Re: [PATCH] lib + libdw: Add and use a concurrent version of the dynamic-size hash table.

2019-11-08 Thread Mark Wielaard
Hi,

On Thu, 2019-11-07 at 09:24 -0600, Jonathon Anderson wrote:
> On Thu, Nov 7, 2019 at 12:07, Mark Wielaard  wrote:
> > Looking at the difference between the previous version and this one, 
> > it
> > incorporates my simplification of FIND and lookup functions. And fixes
> > it by making insert_helper consistently return -1 when the value was
> > already inserted (hash == hval). And it fixes an issue where we were
> > using the the table entry val_ptr instead of the hashval as hash (was
> > that the typo? it didn't look harmless).
> 
> Yep, those are the changes (plus the Sig8 patch). That typo was 
> harmless because hash would be overwritten before its next use (or just 
> unused), now with the (hash == hval) clause its always read so the typo 
> is fixed.

Thanks for explaining. I have now finally pushed this to master.

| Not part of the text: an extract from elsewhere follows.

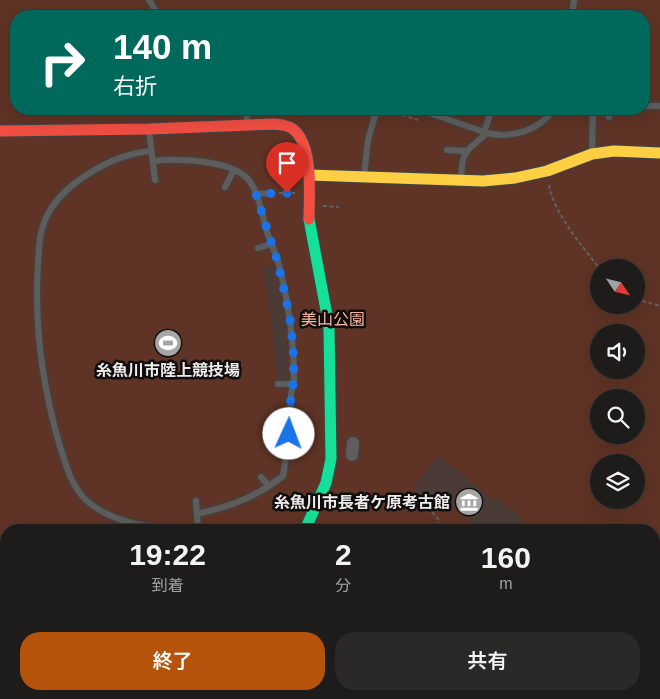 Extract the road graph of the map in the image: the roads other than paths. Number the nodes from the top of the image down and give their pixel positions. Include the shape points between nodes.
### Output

> Regarding the Sig8 table: I took a close look, and at the moment its 
> use is in an area that isn't thread-safe anyway (in particular, 
> __libdw_intern_next_unit). Depending on how that is parallelized there 
> might be an issue (if its just wrapped with a separate mutex a thread 
> might "miss" a CU if its not already in the table), but since that 
> region would need inspection at that time anyway I'm fine with either 
> option.

I still kept the code to handle the Sig8 table with the new concurrent-
safe code, since I think it is better if we use the new code always
(even in the single threaded case).

So to fix this we do need some mutex to protect the binary search tree
when calling tsearch/tfind? Or do you see other issues too?

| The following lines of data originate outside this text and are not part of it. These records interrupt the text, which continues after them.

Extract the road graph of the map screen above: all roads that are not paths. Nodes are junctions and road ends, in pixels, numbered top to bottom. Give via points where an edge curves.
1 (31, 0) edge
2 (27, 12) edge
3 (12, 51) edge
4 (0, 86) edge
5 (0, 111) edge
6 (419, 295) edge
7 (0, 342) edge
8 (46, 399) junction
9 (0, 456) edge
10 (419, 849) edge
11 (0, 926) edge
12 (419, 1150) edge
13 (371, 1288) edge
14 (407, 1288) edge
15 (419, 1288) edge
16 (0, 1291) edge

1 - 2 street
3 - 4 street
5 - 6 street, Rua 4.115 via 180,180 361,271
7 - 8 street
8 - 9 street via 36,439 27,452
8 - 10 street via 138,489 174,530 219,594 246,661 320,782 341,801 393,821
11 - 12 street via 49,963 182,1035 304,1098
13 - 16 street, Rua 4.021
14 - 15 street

> This isn't an issue for Dwarf_Abbrev, the worst that can happen there 
> is a duplicate alloc and parsing (as long as the DWARF doesn't have 
> erroneous abbrev entries, if it does we would need to thread-safe the 
> error handling too).

Unfortunately we don't always control the data, so bad abbrev entries
could happen. The extra alloc wouldn't really "leak" because it would
be freed with the Dwarf. So I am not too concerned about that. Is that
the worse that can happen in __libdw_getabbrev? When we goto invalid
the Dwarf_Abbrev would indeed "leak", but it isn't really lost, it will
get cleaned up when the Dwarf is destroyed.

Thanks,

Makr


Re: [PATCH] lib + libdw: Add and use a concurrent version of the dynamic-size hash table.

2019-11-08 Thread Jonathon Anderson




On Fri, Nov 8, 2019 at 15:07, Mark Wielaard  wrote:

Hi,

On Thu, 2019-11-07 at 09:24 -0600, Jonathon Anderson wrote:
 On Thu, Nov 7, 2019 at 12:07, Mark Wielaard > wrote:
 > Looking at the difference between the previous version and this 
one,

 > it
 > incorporates my simplification of FIND and lookup functions. And 
fixes
 > it by making insert_helper consistently return -1 when the value 
was
 > already inserted (hash == hval). And it fixes an issue where we 
were
 > using the the table entry val_ptr instead of the hashval as hash 
(was

 > that the typo? it didn't look harmless).

 Yep, those are the changes (plus the Sig8 patch). That typo was
 harmless because hash would be overwritten before its next use (or 
just
 unused), now with the (hash == hval) clause its always read so the 
typo

 is fixed.


Thanks for explaining. I have now finally pushed this to master.


 Regarding the Sig8 table: I took a close look, and at the moment its
 use is in an area that isn't thread-safe anyway (in particular,
 __libdw_intern_next_unit). Depending on how that is parallelized 
there
 might be an issue (if its just wrapped with a separate mutex a 
thread

 might "miss" a CU if its not already in the table), but since that
 region would need inspection at that time anyway I'm fine with 
either

 option.


I still kept the code to handle the Sig8 table with the new 
concurrent-

safe code, since I think it is better if we use the new code always
(even in the single threaded case).

So to fix this we do need some mutex to protect the binary search tree
when calling tsearch/tfind? Or do you see other issues too?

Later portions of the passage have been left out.